There was a sense of excitement in Kili’s voice that made Bilbo hate himself just a little more. _No, you do not have a Clayr to accompany you. Instead you have the Abhorsen, the one hobbit none of you really wanted to come along_. Instead he colored in shame, his fingers clenching around the cool metal of the tankard.

“No. I’m a Baggins. Baggins can’t _See_. If you lot wanted a Clayr you should’ve gone to Tookborough, like I told Gandalf when he first approached me.”

“Wait…you mean it innit just those two who are Clayr? You’re saying that your mum’s entire clan is considered Clayr? I mean I know Sight runs in families, but an entire clan of Clayr? You must be joking.”

Bilbo turned right to look at Bofur. The hobbit’s eyes were stormy and his lips pressed into a thin line. He was saved by answering from Gandalf.

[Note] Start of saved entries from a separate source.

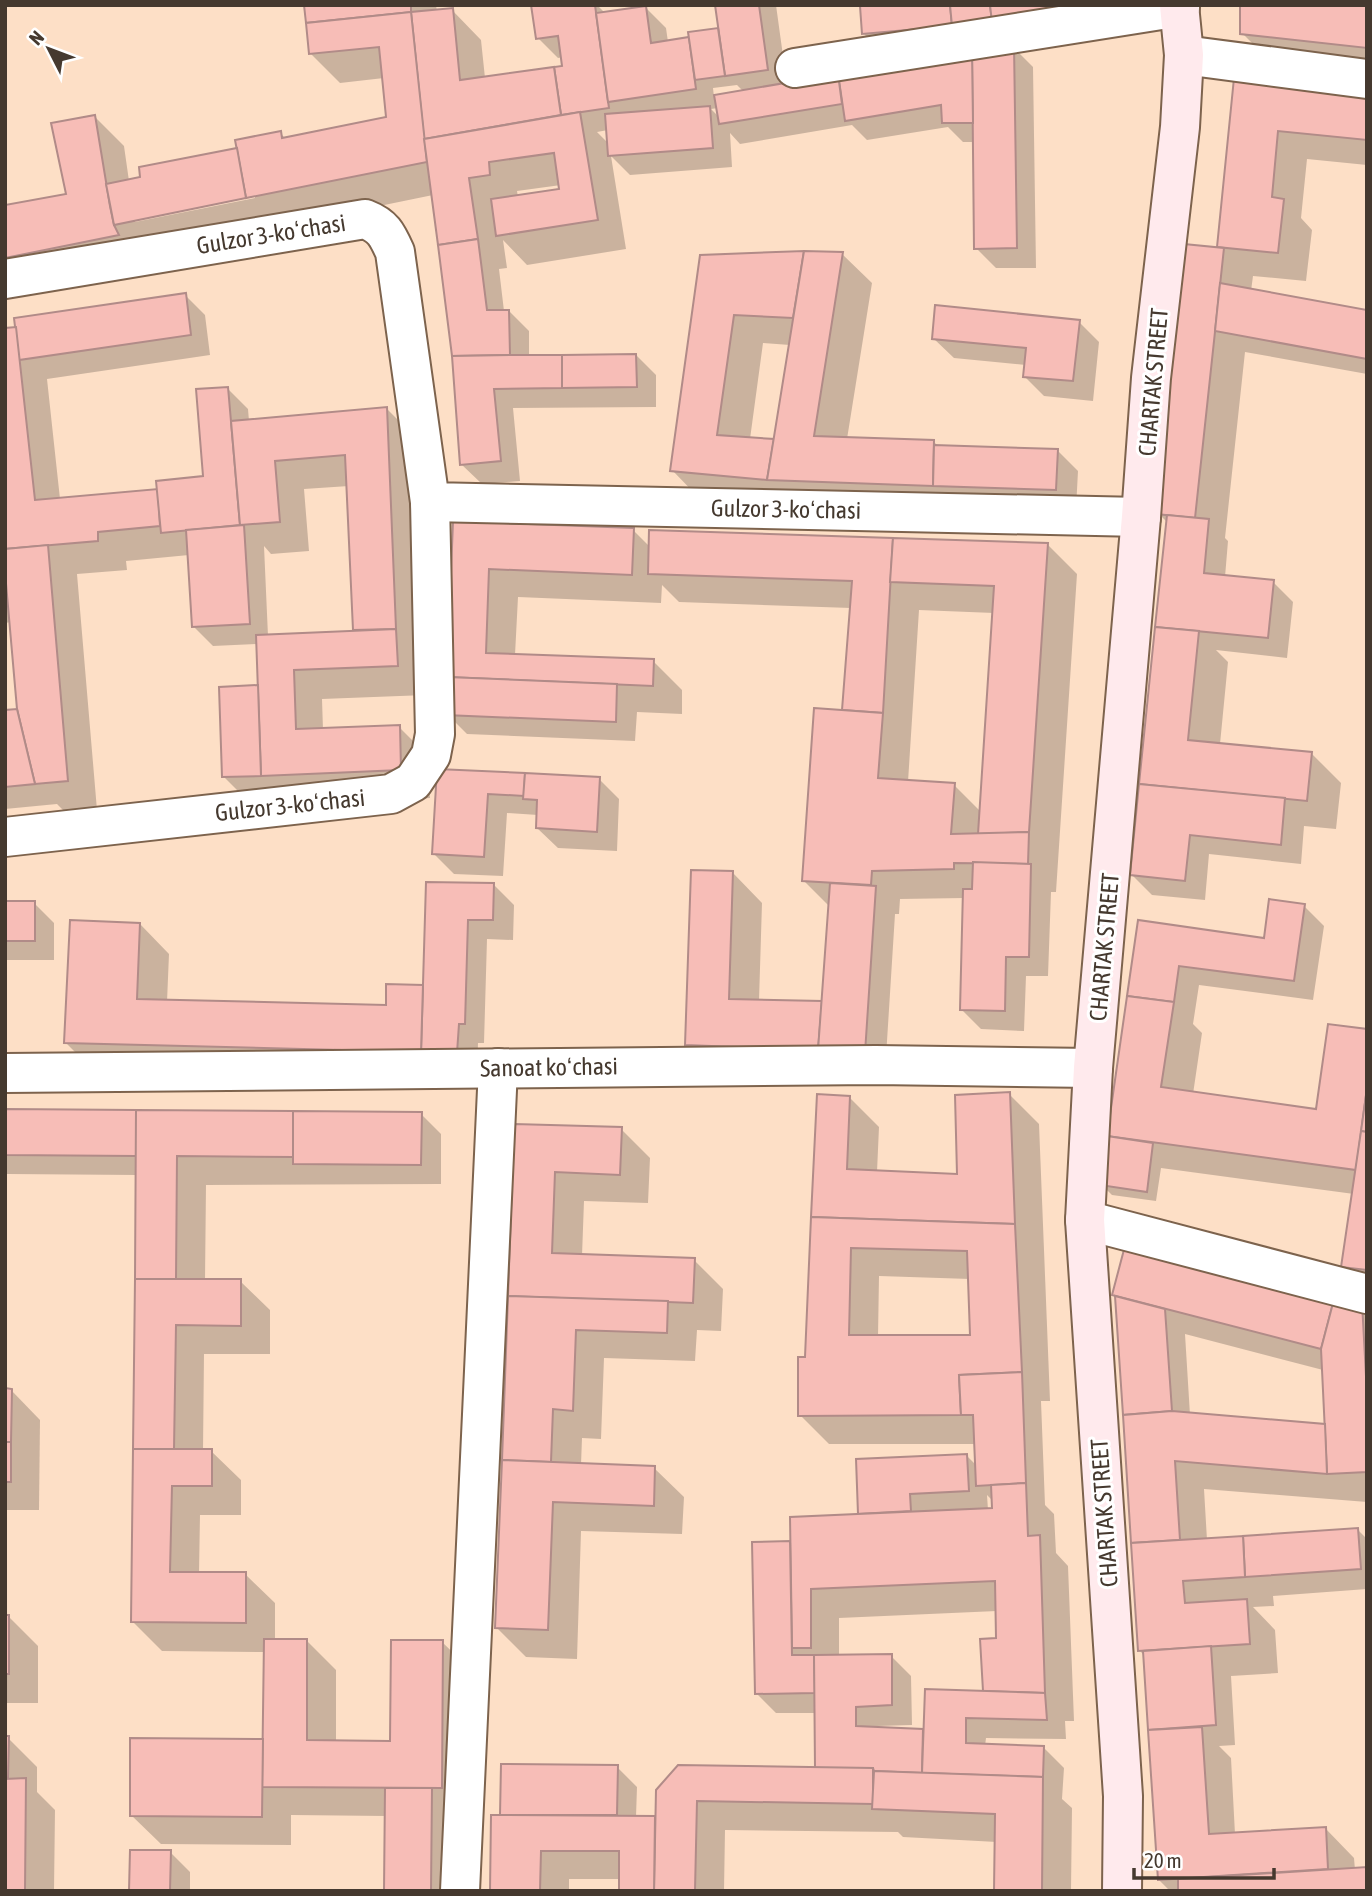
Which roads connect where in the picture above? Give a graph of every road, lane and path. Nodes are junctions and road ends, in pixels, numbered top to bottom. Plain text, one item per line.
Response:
1 (1179, 6) edge
2 (1184, 55) junction
3 (795, 68) dead end
4 (1367, 79) edge
5 (5, 279) edge
6 (430, 502) junction
7 (1141, 517) junction
8 (5, 837) edge
9 (498, 1068) junction
10 (1093, 1068) junction
11 (5, 1073) edge
12 (1085, 1220) junction
13 (1367, 1294) edge
14 (460, 1891) edge
15 (1122, 1891) edge

1 - 2 main road, CHARTAK STREET
1 - 3 street
2 - 4 street
2 - 7 main road, CHARTAK STREET
5 - 6 street, Gulzor 3-koʻchasi
6 - 7 street, Gulzor 3-koʻchasi
6 - 8 street, Gulzor 3-koʻchasi
7 - 10 main road, CHARTAK STREET
9 - 10 street, Sanoat koʻchasi
9 - 11 street, Sanoat koʻchasi
9 - 14 street
10 - 12 main road, CHARTAK STREET
12 - 13 street
12 - 15 main road, CHARTAK STREET

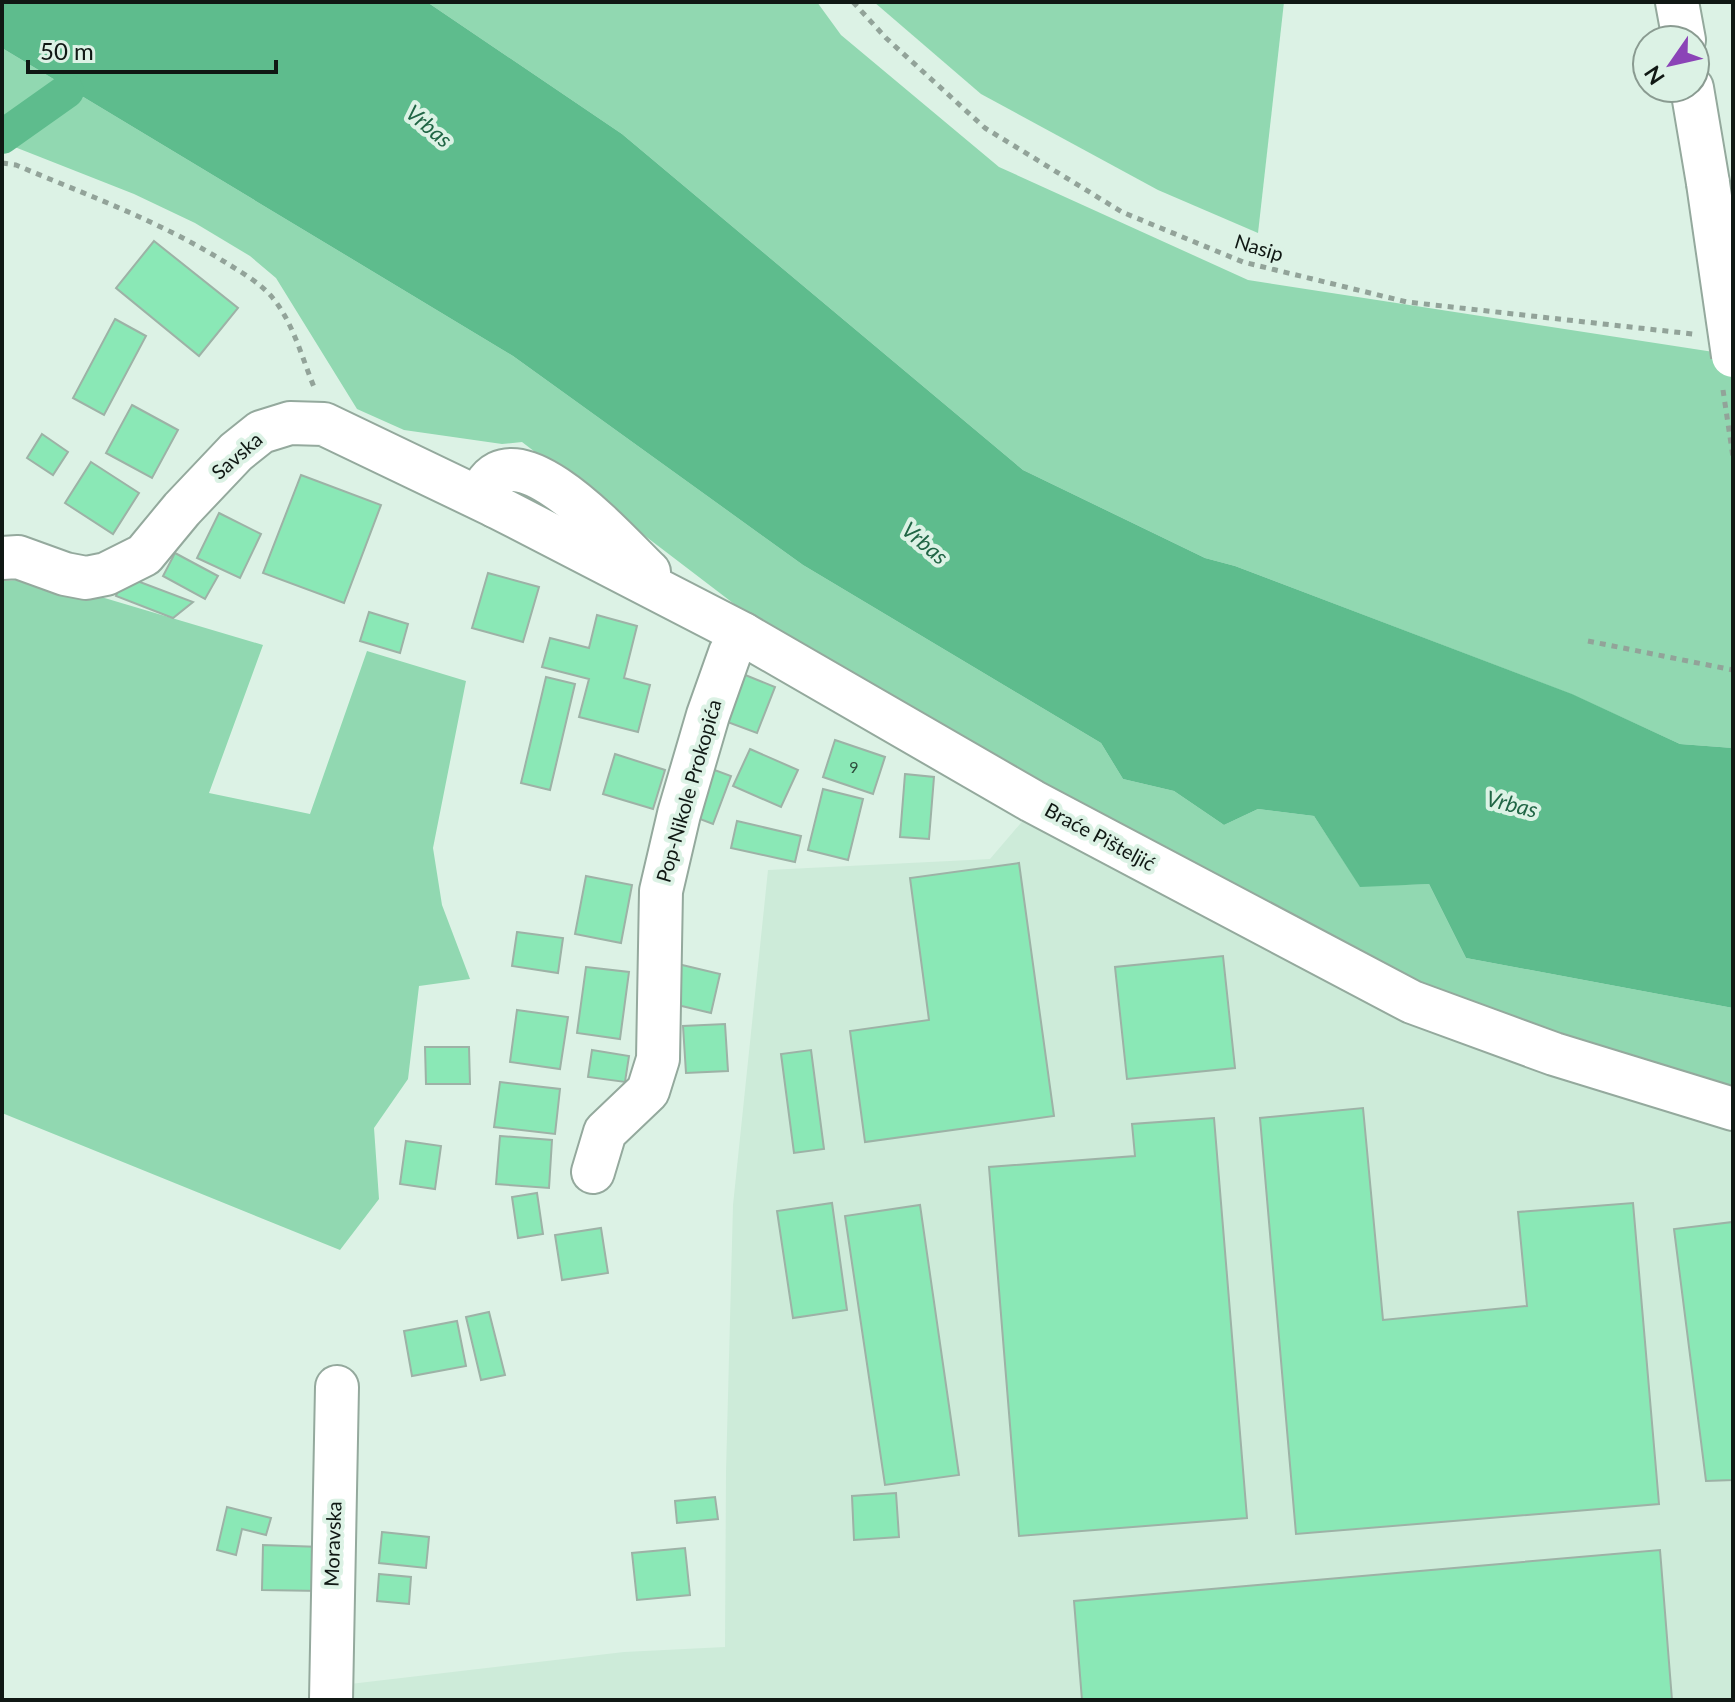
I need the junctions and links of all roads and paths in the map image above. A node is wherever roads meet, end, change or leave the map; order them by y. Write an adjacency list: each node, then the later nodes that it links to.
1 (853, 2): 6 (path, Nasip)
2 (1677, 2): 3 (street)
3 (1681, 24)
4 (1695, 104): 6 (street, bridge)
5 (2, 163): 7 (path)
6 (1718, 346)
7 (324, 424): 8 (street, Savska); 9 (street, Savska)
8 (495, 506): 10 (street, Braće Pišteljić)
9 (2, 558)
10 (743, 634): 13 (street, Braće Pišteljić); 14 (street, Pop-Nikole Prokopića)
11 (1588, 641): 12 (path)
12 (1733, 670)
13 (1733, 1109)
14 (593, 1172)
15 (337, 1387): 16 (street, Moravska)
16 (331, 1700)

“The Tooks were chosen specifically by Irmo to be the main holders of the Sight. He needed a family that would be close to the Abhorsen’s, so that they could work together to maintain balance. You’ll find Clayr in other races, of course, because their guidance is needed all over. Simply the Tooks will always inherit the position to go with their Sight, instead of only having Sight.”

“Why have we not known of this before?”

Thorin’s voice was a low rumbling offended grumble. Bilbo’s ire was already simmering and easily boiled over at the unvoiced accusation directed at both Bilbo and Gandalf.

“Well did you ever ask?” Bilbo replied snappishly as the table grew quiet again.

“No, why should I ha-“

Bilbo held his hand up to silence the king.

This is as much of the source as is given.